C rests heavily on the notion of a "variable", which is essentially the old Assembler notion of a named memory location. The programmer can think of it as a named container into which a value can be placed. That value can be both retrieved and altered at any time. Thus if a given C expression contains the name of the container, e.g. Z, then as soon as the expression is executed, the token Z is replaced with its value, whatever it happens to be at the time.

It follows that Z can serve as a container for the result of a partial computation. This leads to a characteristic style of programming which can't be replicated in tacit J. Nor would you want to.

Z = 10
Z = 2 * (Z = Z+1) + Z

Note that a C "variable" is not at all like a mathematical variable. The latter is the symbol for an arbitrary member of some set.
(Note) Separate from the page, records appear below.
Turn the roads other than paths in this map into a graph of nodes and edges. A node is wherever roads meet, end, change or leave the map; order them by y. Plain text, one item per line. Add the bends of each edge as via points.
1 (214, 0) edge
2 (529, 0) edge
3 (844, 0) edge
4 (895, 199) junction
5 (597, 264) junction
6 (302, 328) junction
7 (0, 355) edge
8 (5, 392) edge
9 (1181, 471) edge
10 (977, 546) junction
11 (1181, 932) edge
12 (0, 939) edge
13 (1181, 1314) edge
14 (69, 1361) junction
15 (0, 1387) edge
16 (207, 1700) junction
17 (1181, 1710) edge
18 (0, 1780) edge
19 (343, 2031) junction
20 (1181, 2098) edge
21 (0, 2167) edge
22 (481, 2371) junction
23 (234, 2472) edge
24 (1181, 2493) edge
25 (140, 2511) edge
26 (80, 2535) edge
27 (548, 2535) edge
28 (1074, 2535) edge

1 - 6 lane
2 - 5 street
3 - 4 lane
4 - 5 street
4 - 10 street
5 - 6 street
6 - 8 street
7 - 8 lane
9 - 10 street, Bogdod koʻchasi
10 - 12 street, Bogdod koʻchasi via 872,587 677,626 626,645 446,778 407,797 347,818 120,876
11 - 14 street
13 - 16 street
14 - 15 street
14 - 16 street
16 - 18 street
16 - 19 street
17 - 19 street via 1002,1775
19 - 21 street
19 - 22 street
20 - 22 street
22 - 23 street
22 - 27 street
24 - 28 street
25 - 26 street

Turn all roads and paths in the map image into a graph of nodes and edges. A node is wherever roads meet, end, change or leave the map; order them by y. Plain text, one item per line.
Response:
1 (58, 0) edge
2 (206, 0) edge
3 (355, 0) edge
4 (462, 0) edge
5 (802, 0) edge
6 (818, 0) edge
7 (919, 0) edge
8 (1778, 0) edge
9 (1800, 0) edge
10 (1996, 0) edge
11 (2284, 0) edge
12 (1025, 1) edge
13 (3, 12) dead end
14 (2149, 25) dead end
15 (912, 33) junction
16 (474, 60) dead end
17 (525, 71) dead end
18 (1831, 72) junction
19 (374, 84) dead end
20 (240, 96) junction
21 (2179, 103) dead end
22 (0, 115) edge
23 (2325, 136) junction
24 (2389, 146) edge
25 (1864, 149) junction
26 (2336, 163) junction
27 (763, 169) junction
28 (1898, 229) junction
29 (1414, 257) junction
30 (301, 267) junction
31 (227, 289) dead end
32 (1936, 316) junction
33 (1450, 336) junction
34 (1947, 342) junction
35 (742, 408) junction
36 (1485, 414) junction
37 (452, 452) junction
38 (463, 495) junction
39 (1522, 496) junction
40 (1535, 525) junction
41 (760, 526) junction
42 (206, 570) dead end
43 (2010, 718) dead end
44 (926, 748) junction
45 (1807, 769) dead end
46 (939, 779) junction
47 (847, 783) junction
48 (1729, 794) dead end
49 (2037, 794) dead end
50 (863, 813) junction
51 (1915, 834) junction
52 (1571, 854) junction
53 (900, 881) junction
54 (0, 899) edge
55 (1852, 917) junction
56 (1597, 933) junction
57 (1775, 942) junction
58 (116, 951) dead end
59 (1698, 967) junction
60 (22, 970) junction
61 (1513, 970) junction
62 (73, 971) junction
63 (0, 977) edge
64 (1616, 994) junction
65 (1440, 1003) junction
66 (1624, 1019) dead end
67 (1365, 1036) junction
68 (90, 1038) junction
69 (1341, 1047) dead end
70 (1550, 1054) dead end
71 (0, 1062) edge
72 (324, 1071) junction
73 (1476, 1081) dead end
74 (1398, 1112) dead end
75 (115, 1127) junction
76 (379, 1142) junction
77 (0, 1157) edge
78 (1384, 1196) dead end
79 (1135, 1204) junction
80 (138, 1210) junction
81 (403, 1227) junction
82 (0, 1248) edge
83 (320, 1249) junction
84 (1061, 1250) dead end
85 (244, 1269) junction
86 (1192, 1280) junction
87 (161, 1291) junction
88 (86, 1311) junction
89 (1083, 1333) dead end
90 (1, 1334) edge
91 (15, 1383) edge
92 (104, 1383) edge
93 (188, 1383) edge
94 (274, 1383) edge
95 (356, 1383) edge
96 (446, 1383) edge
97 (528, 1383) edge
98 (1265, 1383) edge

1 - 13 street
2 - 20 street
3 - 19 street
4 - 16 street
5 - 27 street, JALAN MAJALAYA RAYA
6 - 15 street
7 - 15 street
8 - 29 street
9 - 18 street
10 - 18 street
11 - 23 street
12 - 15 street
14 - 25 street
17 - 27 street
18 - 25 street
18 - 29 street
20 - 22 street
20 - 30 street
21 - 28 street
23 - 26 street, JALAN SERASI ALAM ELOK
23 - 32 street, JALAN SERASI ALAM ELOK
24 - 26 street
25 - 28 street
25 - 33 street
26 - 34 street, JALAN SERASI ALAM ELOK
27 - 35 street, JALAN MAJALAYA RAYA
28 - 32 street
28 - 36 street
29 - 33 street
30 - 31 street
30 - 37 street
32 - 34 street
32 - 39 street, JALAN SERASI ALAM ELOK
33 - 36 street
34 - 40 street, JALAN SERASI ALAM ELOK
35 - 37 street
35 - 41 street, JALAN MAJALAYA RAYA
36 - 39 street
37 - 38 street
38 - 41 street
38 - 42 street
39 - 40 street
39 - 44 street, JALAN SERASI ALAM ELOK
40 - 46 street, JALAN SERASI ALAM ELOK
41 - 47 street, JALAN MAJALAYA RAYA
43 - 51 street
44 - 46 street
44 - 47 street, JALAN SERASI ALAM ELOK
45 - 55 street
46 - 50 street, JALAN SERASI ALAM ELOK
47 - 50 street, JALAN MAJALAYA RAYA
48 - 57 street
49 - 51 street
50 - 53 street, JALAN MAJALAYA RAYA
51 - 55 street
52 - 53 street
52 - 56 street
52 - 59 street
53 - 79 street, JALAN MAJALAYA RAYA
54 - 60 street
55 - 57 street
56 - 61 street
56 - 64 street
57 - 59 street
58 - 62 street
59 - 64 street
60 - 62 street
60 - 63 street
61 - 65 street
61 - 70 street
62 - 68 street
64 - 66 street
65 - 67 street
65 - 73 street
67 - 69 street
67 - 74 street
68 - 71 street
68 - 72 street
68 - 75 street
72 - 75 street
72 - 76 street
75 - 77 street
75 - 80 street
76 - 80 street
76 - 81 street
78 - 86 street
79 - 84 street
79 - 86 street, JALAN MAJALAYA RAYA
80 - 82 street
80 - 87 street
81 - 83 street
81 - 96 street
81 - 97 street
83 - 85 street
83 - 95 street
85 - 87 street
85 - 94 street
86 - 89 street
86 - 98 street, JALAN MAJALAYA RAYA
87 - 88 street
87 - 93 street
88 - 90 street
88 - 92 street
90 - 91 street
Thus if z is a mathematical variable (a member of the set Z of natural numbers, say), the proposition:

Let z=z+1

cannot be satisfied by a choice of z from Z. In other words the subset of Z to which z refers is empty.

Now, inside the body of an explicitly defined J verb, it is possible to translate the above C statements to J sentences thus:

z =. 10
z =. 2 * z + (z =. z+1)   NB. a different order of execution

The results will be the same.

However what happens in J when these sentences are executed is this

  • The noun (10) is assigned to the name z (which thereby becomes a pronoun)
  • The phrase (z+1) is evaluated and the resulting noun is assigned to the name z (overwriting its existing value)
  • The phrase (2 * z + z) is evaluated and the resulting noun is assigned to the name z.